The latest instalment of Vladimir Jurowski’s Rachmaninov retrospective with the London Phil, this disquieting concert juxtaposed the 1906 one-act opera The Miserly Knight with a digest – Jurowski’s own – of extracts from Wagner’s Das Rheingold. Both works deal with the loveless nature of greed; hearing them together was a reminder of just how much Rachmaninov’s obsessive Baron owes to Wagner’s Alberich.
The evening also, however, raised the complex issue of antisemitism in the work of both composers. The Miserly Knight contains a portrait of a Jewish moneylender that is virulently racist and ultimately prompts questions about the opera’s acceptability. Placing it next to Wagner, meanwhile, reminded us of the ongoing, and to some extent still unresolved debate as to just how far the prejudice – blatant in his life and writings – colours, or is encoded in, the latter’s operatic output as a whole.

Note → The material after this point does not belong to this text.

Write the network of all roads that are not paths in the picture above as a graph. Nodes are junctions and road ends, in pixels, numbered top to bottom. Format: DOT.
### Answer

Jurowski conducted The Miserly Knight at Glyndebourne and the Proms in 2004, and this semi-staging reunited him with the production’s original Baron, Sergei Leiferkus, and its director, Annabel Arden. Leiferkus’s powerhouse singing and Jurowski’s insistent conducting left us in no doubt as to the baleful nature of the score, but couldn’t, even so, disguise the static quality that is another of its problems.

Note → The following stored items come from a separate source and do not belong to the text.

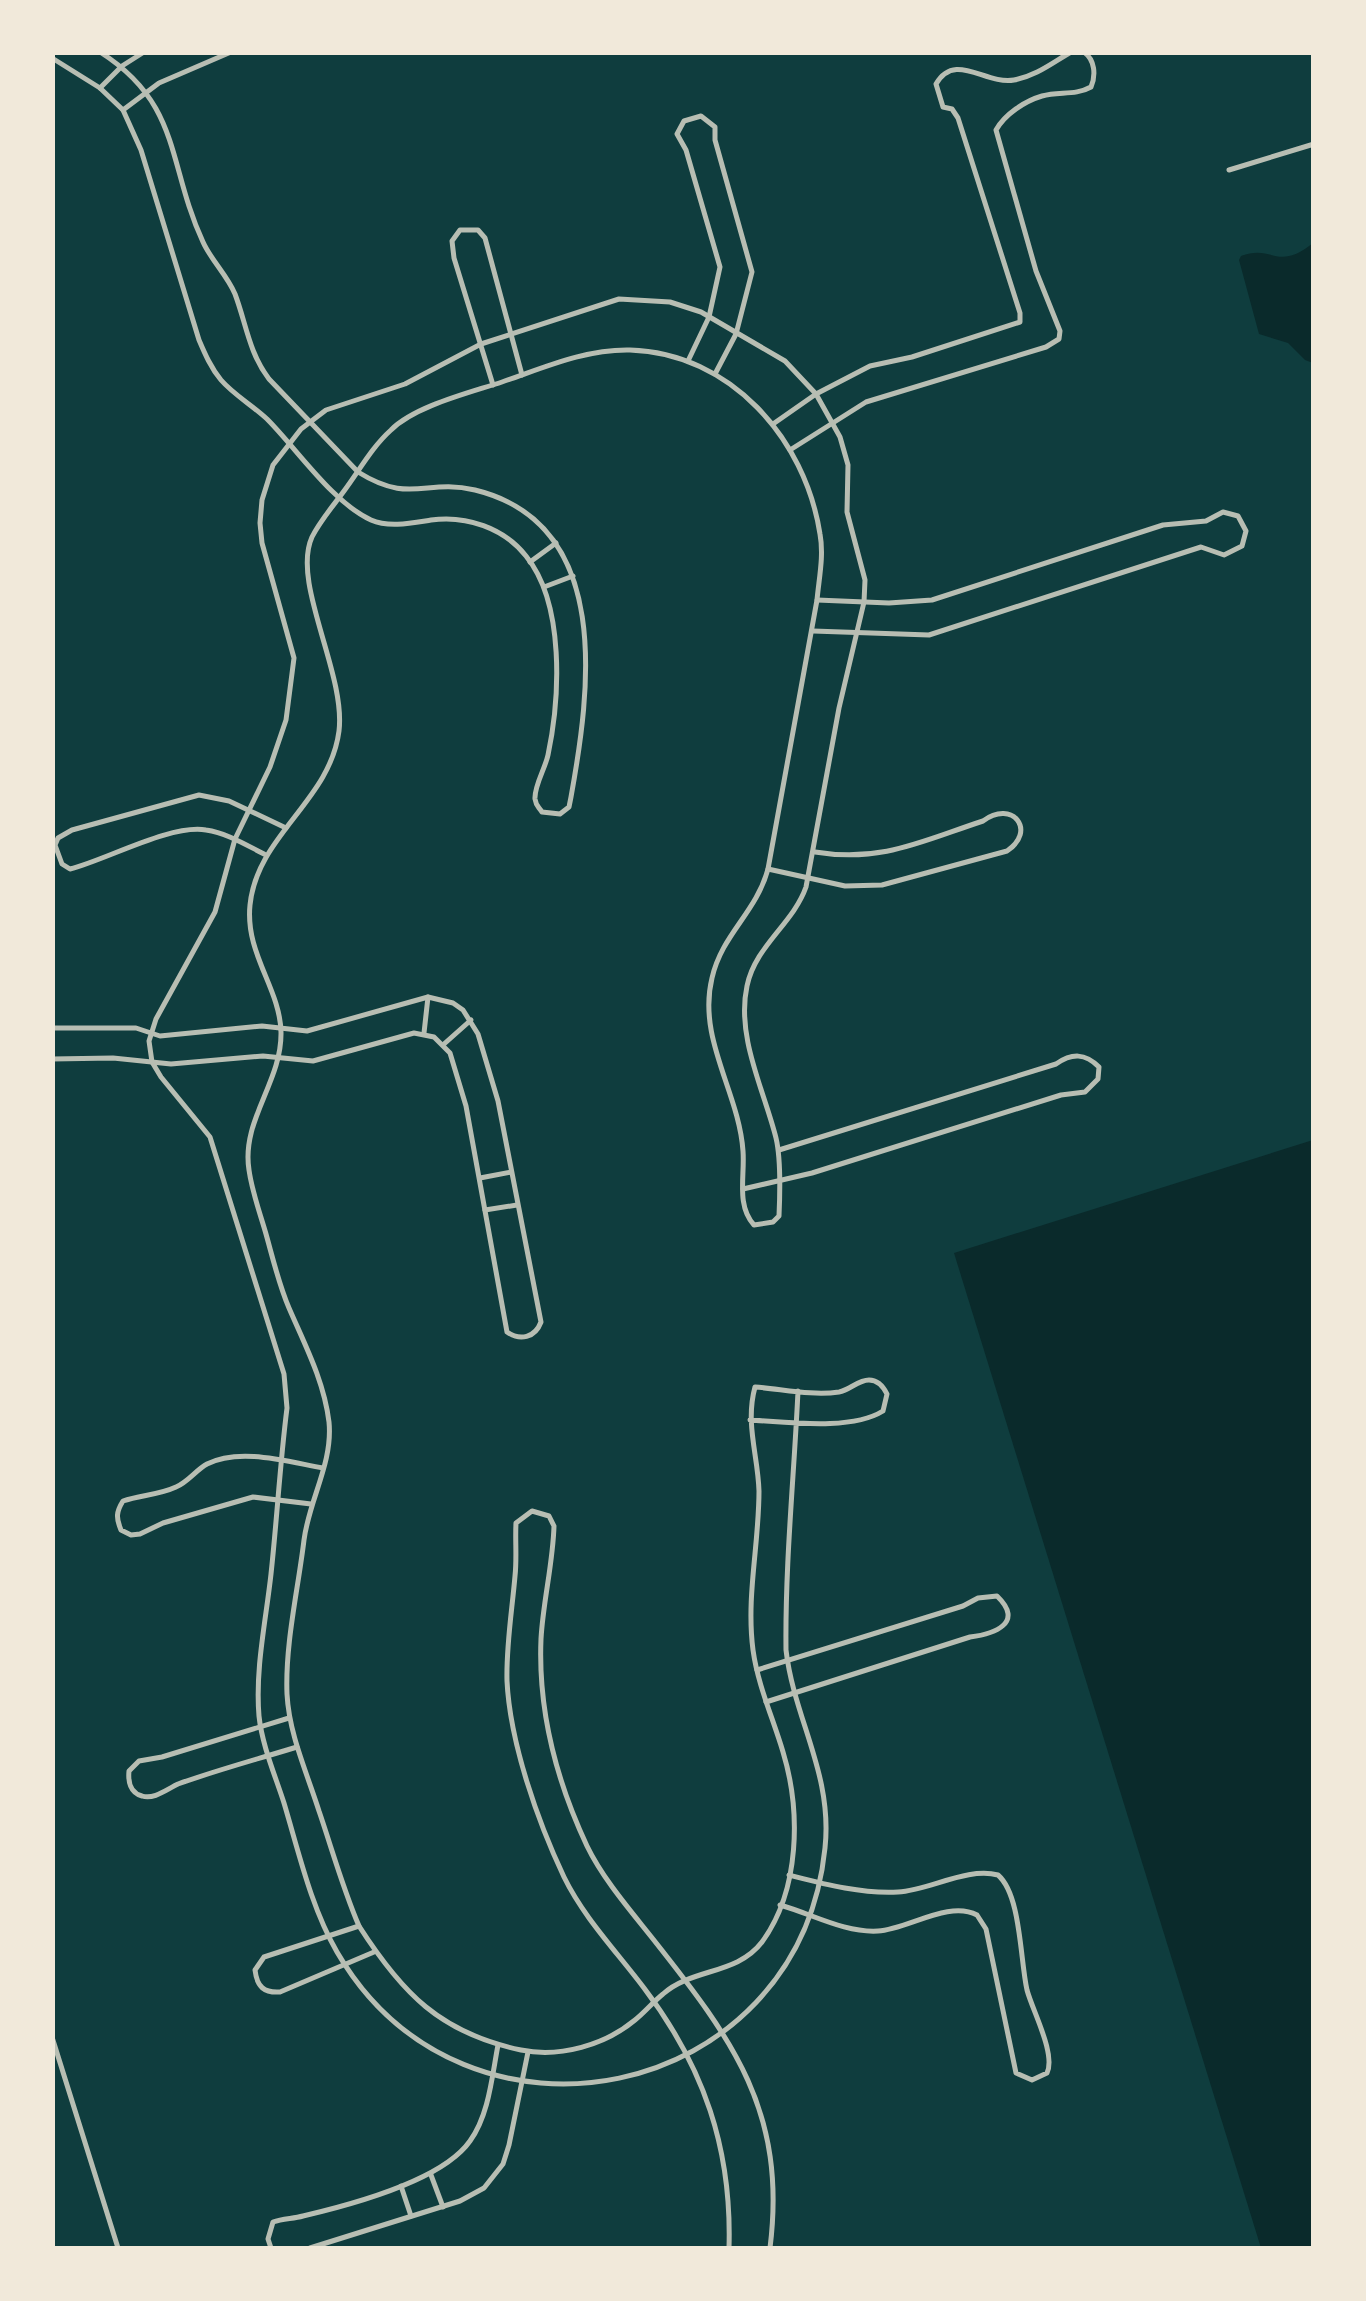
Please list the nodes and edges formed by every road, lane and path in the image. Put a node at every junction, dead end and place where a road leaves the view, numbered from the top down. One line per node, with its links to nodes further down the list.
1 (100, 52): 7 (street)
2 (144, 52): 7 (street)
3 (232, 52): 9 (street)
4 (1071, 52): 21 (street)
5 (1084, 52): 23 (street)
6 (52, 58): 8 (street)
7 (122, 66): 8 (street); 9 (street)
8 (100, 88): 10 (street)
9 (146, 92): 10 (street); 22 (street)
10 (124, 110): 25 (street)
11 (1314, 144): 12 (street)
12 (1229, 170)
13 (709, 317): 14 (street); 15 (street); 15 (street); 17 (street)
14 (510, 334): 16 (street); 16 (street); 19 (street)
15 (736, 334): 18 (street); 21 (street)
16 (482, 344): 20 (street); 22 (street)
17 (688, 360): 18 (street); 19 (street)
18 (715, 374): 24 (street)
19 (522, 375): 20 (street)
20 (493, 385): 27 (street)
21 (816, 394): 23 (street); 24 (street)
22 (311, 420): 25 (street); 27 (street)
23 (834, 422): 26 (street); 34 (street)
24 (773, 424): 26 (street)
25 (288, 442): 28 (street); 37 (street)
26 (790, 450): 33 (street)
27 (358, 472): 28 (street); 29 (street)
28 (340, 497): 30 (street); 38 (street)
29 (556, 542): 30 (street); 31 (street)
30 (530, 562): 32 (street)
31 (572, 576): 32 (street); 32 (street)
32 (544, 587)
33 (817, 600): 34 (street); 35 (street)
34 (864, 602): 36 (street); 36 (street)
35 (812, 631): 36 (street); 42 (street)
36 (857, 633): 40 (street)
37 (250, 809): 38 (street); 39 (street); 39 (street)
38 (286, 828): 41 (street)
39 (235, 839): 41 (street); 48 (street)
40 (814, 852): 43 (street); 43 (street)
41 (265, 855): 47 (street)
42 (768, 869): 43 (street); 58 (street)
43 (808, 879): 54 (street)
44 (428, 997): 45 (street); 47 (street); 49 (street)
45 (472, 1020): 50 (street); 55 (street)
46 (52, 1028): 48 (street)
47 (281, 1028): 48 (street); 52 (street)
48 (150, 1032): 53 (street)
49 (424, 1033): 50 (street); 52 (street)
50 (444, 1044): 56 (street)
51 (52, 1059): 53 (street)
52 (279, 1060): 53 (street); 65 (street)
53 (152, 1062): 64 (street)
54 (778, 1150): 57 (street); 57 (street)
55 (511, 1172): 56 (street); 59 (street)
56 (480, 1178): 60 (street)
57 (778, 1180): 58 (street); 58 (street)
58 (742, 1189)
59 (517, 1205): 60 (street); 60 (street)
60 (485, 1210)
61 (798, 1390): 62 (street); 63 (street); 63 (street)
62 (750, 1420): 63 (street); 69 (street)
63 (796, 1422): 68 (street)
64 (281, 1460): 65 (street); 66 (street); 66 (street)
65 (323, 1468): 67 (street)
66 (279, 1499): 67 (street); 73 (street)
67 (311, 1504): 72 (street)
68 (787, 1661): 69 (street); 70 (street); 70 (street)
69 (757, 1670): 71 (street)
70 (795, 1692): 71 (street); 77 (street)
71 (766, 1702): 76 (street)
72 (289, 1718): 73 (street); 74 (street)
73 (261, 1727): 75 (street); 75 (street)
74 (298, 1746): 75 (street); 80 (street)
75 (269, 1756): 81 (street)
76 (789, 1875): 77 (street); 78 (street)
77 (819, 1883): 79 (street); 79 (street)
78 (780, 1904): 79 (street); 84 (street)
79 (810, 1913): 86 (street)
80 (359, 1926): 81 (street); 82 (street)
81 (329, 1938): 83 (street); 83 (street)
82 (374, 1952): 83 (street); 88 (street)
83 (346, 1966): 91 (street)
84 (684, 1980): 85 (street); 85 (street); 86 (street)
85 (654, 2002): 89 (street); 90 (street)
86 (724, 2031): 90 (street); 101 (street)
87 (52, 2037): 97 (street)
88 (498, 2046): 89 (street); 91 (street)
89 (528, 2052): 92 (street)
90 (687, 2056): 92 (street); 100 (street)
91 (492, 2074): 92 (street); 93 (street)
92 (523, 2081): 95 (street)
93 (431, 2175): 94 (street); 95 (street)
94 (401, 2186): 96 (street); 98 (street)
95 (442, 2207): 96 (street)
96 (411, 2217): 99 (street)
97 (118, 2248)
98 (272, 2248)
99 (310, 2248)
100 (728, 2248)
101 (770, 2248)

The Rheingold extracts were hit and miss. Jurowski gave us the first scene complete, with Leiferkus as an unusually empathetic Alberich, and Natalya Romaniw, Rowan Hellier and Harriet Williams the very classy trio of Rhinemaidens. That should have sufficed, for what followed was an awkward sequence of orchestral gobbets, leading to the Entry of the Gods into Valhalla, sung by other members of The Miserly Knight cast, none of whom are Wagnerians. You couldn’t really tell what language Vsevolod Grivnov’s Loge was actually singing in. Maxim Mikhailov was the underpowered Wotan.